O argumento mais comum que a gente ouve quando traz acessibilidade pra conversa de projeto é: "mas ninguém em casa tem deficiência".
É verdade, provavelmente. Hoje.
Mas a casa que você está construindo agora vai ser usada pelo corpo que você tem hoje, pelo corpo que você vai ter em 2035, e pelo corpo que você vai ter em 2045. E esses três corpos são bastante diferentes.
O que muda no corpo ao longo do tempo
Além do envelhecimento: uma gravidez muda o equilíbrio e a mobilidade por nove meses. Uma cirurgia no joelho pode colocar alguém de muletas por semanas. Um familiar que visita com mobilidade reduzida.

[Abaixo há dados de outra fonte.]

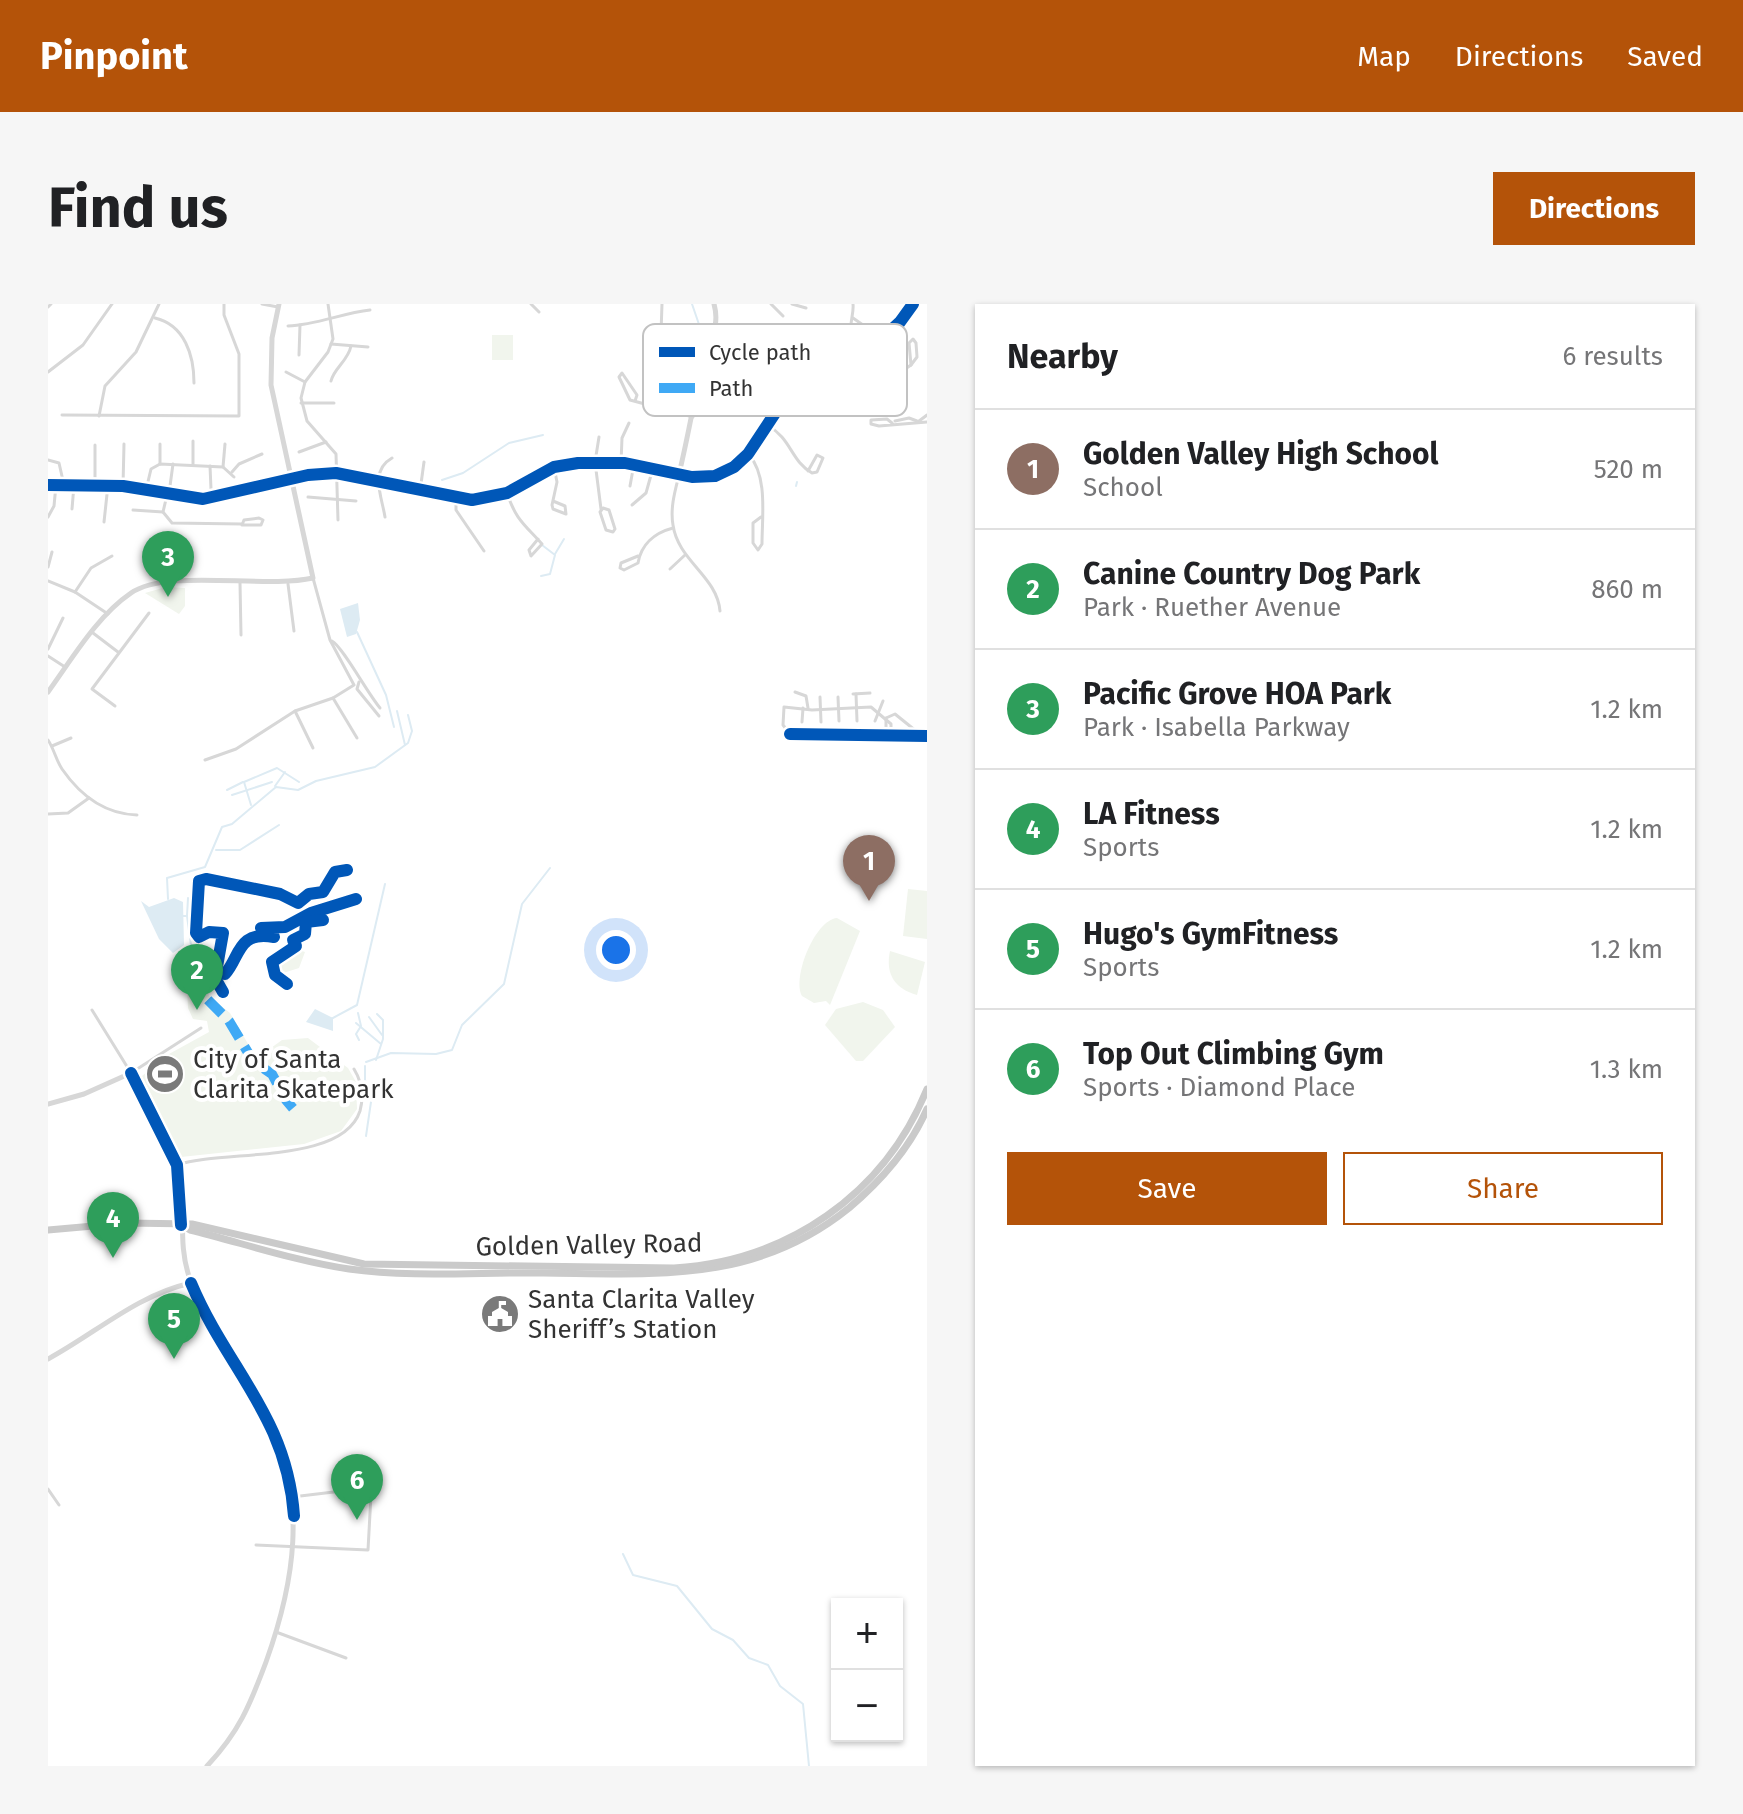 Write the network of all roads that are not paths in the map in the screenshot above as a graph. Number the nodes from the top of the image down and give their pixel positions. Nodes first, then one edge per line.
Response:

Uma casa que funciona bem em todas essas situações não é uma casa especial. É uma casa inteligente.
O que acessibilidade integrada significa na prática
A acessibilidade que a Cactos projeta não parece acessibilidade. Não tem aspecto hospitalar, não tem rampas aparentes, não tem corrimãos que lembram banheiro de aeroporto. Parece apenas uma casa bem pensada. Porque é.
O que custa fazer agora vs. adaptar depois
Integrar acessibilidade no projeto original tem custo próximo de zero. São decisões de planta, dimensionamento e especificação de material que acontecem de qualquer jeito.
Adaptar uma casa depois — construir rampa, alargar corredor, reformar banheiro, instalar elevador — custa entre R$ 15.000 e R$ 80.000 dependendo do escopo, e sempre implica demolição.
É a mesma lógica do projeto sustentável: a decisão certa no momento certo é a mais barata.